Missing commits when importing from Bitbucket Server via api
Summary
Customer in internal Zendesk link was using api calls to import repositories into GitLab 13.6.3 from their BitBucket Server version 5.16.
They found that on some repositories the import seemed to work correctly, in that no errors were displayed on the UI or the command line output, however the import did not contain all the commits from the original repo. In one particular case, they found that the imported repo in GitLab had commits through Sept 8th, 2017, but the original repo had commits out to January 2019. Looking at logs they found these errors:
{
"severity": "ERROR",
"time": "2020-12-22T18:14:20.684Z",
"correlation_id": "AMrbGYuohA7",
"message": "Import failed due to a BitBucket Server error",
"error": "Import failed due to a BitBucket Server error: Error 404: Repository CPC/repoone does not exist."
}
{
"correlation_id": "ZmDY0yw0T63",
"grpc.meta.auth_version": "v2",
"grpc.meta.client_name": "gitlab-sidekiq",
"grpc.meta.deadline_type": "unknown",
"grpc.method": "FindDefaultBranchName",
"grpc.request.deadline": "2020-12-22T18:16:44Z",
"grpc.request.fullMethod": "/gitaly.RefService/FindDefaultBranchName",
"grpc.request.glProjectPath": "viz/cpc/repoone",
"grpc.request.glRepository": "project-4544",
"grpc.request.repoPath": "@hashed/dc/dc/dcdc295abab240890687b51827637fb18f6d297a7bb0a109e0e58572e09cf101.git",
"grpc.request.repoStorage": "default",
"grpc.request.topLevelGroup": "@hashed",
"grpc.service": "gitaly.RefService",
"grpc.start_time": "2020-12-22T18:16:34Z",
"level": "error",
"msg": "fatal: ambiguous argument 'HEAD': unknown revision or path not in the working tree.\\nUse '--' to separate paths from revisions, like this:\\n'git \u003ccommand\u003e [\u003crevision\u003e...] -- [\u003cfile\u003e...]'\\n",
"peer.address": "@",
"pid": 12778,
"span.kind": "server",
"system": "grpc",
"time": "2020-12-22T18:16:35.085Z"
}
{
"correlation_id": "ZmDY0yw0T63",
"grpc.meta.auth_version": "v2",
"grpc.meta.client_name": "gitlab-sidekiq",
"grpc.meta.deadline_type": "unknown",
"grpc.method": "CommitLanguages",
"grpc.request.deadline": "2020-12-23T00:16:35Z",
"grpc.request.fullMethod": "/gitaly.CommitService/CommitLanguages",
"grpc.request.glProjectPath": "viz/cpc/repoone",
"grpc.request.glRepository": "project-4544",
"grpc.request.repoPath": "@hashed/dc/dc/dcdc295abab240890687b51827637fb18f6d297a7bb0a109e0e58572e09cf101.git",
"grpc.request.repoStorage": "default",
"grpc.request.topLevelGroup": "@hashed",
"grpc.service": "gitaly.CommitService",
"grpc.start_time": "2020-12-22T18:16:35Z",
"level": "error",
"msg": "PID 126641 BUNDLE_GEMFILE=/opt/gitlab/embedded/service/gitaly-ruby/Gemfile\\n",
"peer.address": "@",
"pid": 12778,
"span.kind": "server",
"system": "grpc",
"time": "2020-12-22T18:16:42.615Z"
}
They didn't have admin access to the Bitbucket Server, so we asked them to do a git clone --mirror
, then git fsck
and git count-objects -v
to try to verify the repository. Output of those looked fine:
$ git fsck
Checking object directories: 100% (256/256), done.

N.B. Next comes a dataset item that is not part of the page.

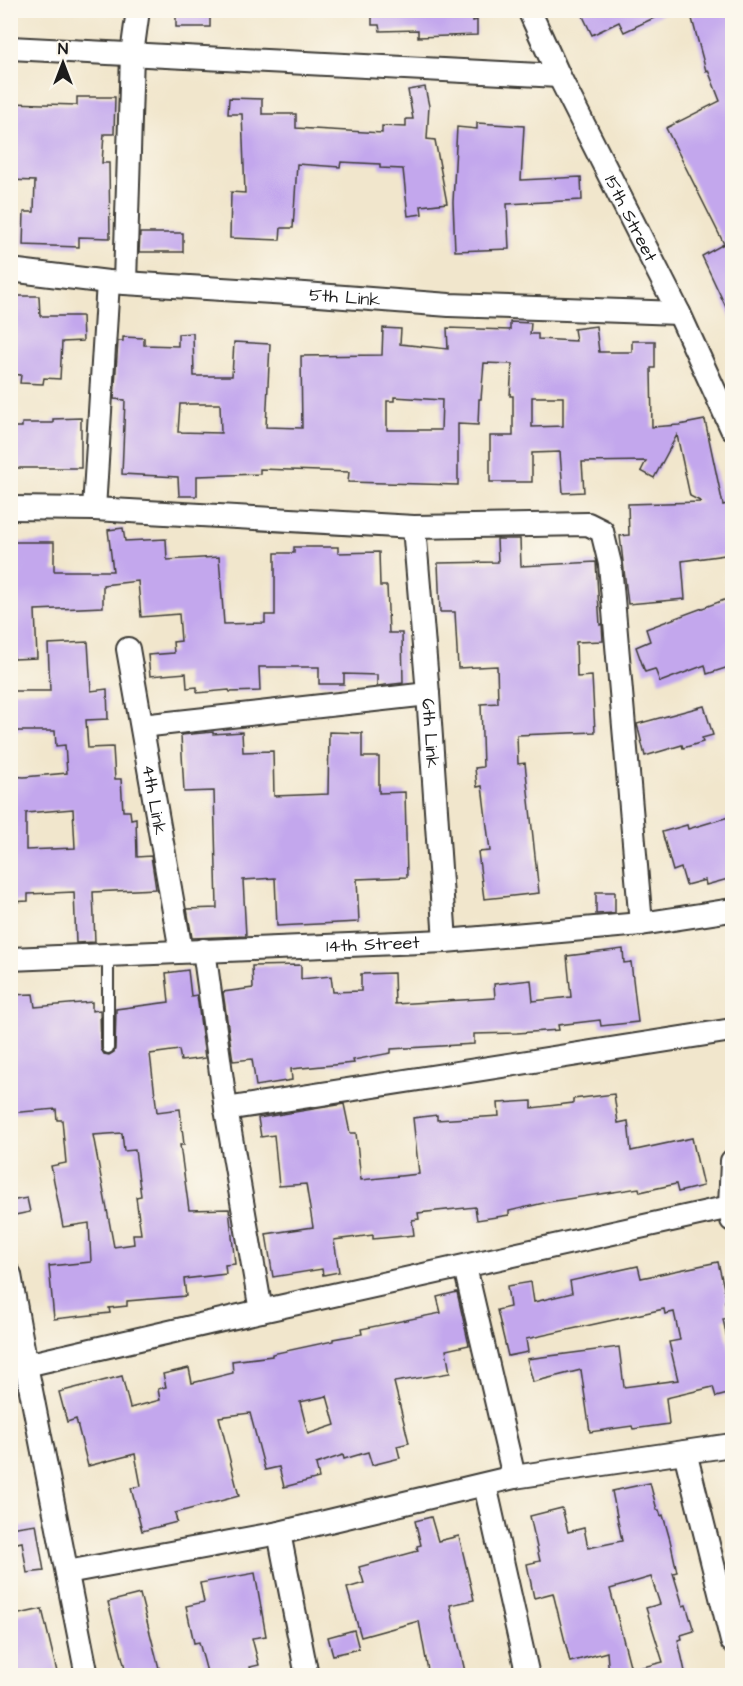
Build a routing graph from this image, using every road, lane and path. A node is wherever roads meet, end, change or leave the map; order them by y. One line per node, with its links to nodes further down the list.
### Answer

Checking objects: 100% (78911/78911), done.
git count-objects -v
count: 0
size: 0
in-pack: 78911
packs: 1
size-pack: 178994
prune-packable: 0
garbage: 0
size-garbage: 0
We tried importing via the GitLab UI rather than by api call, and found that the repository was fully imported with no issues. This import technique was verified on another repo that had previously been imported by api and also had missing data.
So the question seems to be what's different between running an import via an api call vs running it through the GitLab UI. This customer's api call was:
curl --request POST \
--url https://<hostname>/api/v4/import/bitbucket_server \
--header "content-type: application/json" \
--header "PRIVATE-TOKEN: <token>" \
--data '{
"bitbucket_server_url": "https://<hostname>",
"bitbucket_server_username": "<username>",
"personal_access_token": "<token>",
"bitbucket_server_project": "<project>",
"bitbucket_server_repo": "<repo>",
"target_namespace": "<namespace>"
}'